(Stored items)
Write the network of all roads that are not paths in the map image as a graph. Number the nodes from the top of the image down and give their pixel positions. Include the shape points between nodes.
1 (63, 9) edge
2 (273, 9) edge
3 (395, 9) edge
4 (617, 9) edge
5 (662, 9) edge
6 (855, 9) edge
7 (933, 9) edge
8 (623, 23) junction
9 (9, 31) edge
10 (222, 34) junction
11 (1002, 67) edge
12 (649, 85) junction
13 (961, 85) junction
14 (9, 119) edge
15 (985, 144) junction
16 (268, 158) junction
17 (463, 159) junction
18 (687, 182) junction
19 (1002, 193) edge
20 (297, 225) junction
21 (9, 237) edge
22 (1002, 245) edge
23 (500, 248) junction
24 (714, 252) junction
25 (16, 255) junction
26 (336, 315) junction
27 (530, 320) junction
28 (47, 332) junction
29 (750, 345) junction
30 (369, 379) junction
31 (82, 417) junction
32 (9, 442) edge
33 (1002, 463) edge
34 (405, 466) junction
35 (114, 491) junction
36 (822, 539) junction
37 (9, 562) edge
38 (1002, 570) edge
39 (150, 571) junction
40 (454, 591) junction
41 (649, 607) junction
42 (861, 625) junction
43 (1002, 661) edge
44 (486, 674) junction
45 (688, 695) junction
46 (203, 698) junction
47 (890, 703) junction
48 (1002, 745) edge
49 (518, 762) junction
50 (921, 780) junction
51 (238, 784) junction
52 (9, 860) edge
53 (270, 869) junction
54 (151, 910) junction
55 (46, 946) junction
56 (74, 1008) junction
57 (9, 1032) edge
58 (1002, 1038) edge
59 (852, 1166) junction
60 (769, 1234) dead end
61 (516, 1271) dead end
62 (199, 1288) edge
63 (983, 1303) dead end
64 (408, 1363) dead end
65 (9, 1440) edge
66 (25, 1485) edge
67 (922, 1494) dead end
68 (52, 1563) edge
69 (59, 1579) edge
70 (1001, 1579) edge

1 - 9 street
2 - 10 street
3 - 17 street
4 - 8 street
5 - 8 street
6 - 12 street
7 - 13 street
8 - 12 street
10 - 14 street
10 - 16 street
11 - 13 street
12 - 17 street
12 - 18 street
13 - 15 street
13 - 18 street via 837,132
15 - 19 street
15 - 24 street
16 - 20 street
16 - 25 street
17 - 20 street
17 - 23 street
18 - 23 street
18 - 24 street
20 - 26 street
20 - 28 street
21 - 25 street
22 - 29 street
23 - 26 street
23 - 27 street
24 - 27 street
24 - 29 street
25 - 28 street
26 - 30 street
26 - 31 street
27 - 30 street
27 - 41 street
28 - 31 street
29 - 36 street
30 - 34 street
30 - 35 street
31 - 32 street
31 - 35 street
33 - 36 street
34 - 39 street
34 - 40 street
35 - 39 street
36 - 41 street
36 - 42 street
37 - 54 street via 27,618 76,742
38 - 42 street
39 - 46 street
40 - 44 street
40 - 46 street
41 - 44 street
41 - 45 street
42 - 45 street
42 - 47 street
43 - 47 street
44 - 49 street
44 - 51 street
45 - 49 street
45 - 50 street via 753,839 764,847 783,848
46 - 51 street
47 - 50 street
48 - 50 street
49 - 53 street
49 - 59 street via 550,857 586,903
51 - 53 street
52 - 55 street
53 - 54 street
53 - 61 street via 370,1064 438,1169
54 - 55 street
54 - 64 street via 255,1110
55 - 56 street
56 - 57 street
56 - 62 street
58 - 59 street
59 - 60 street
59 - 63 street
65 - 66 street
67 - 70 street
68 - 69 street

▶ [YOUR ASSIGNMENT]
Which lines in the records above contain the string "dead"? Copy each one.

▶ [COMPLETED TASK]
60 (769, 1234) dead end
61 (516, 1271) dead end
63 (983, 1303) dead end
64 (408, 1363) dead end
67 (922, 1494) dead end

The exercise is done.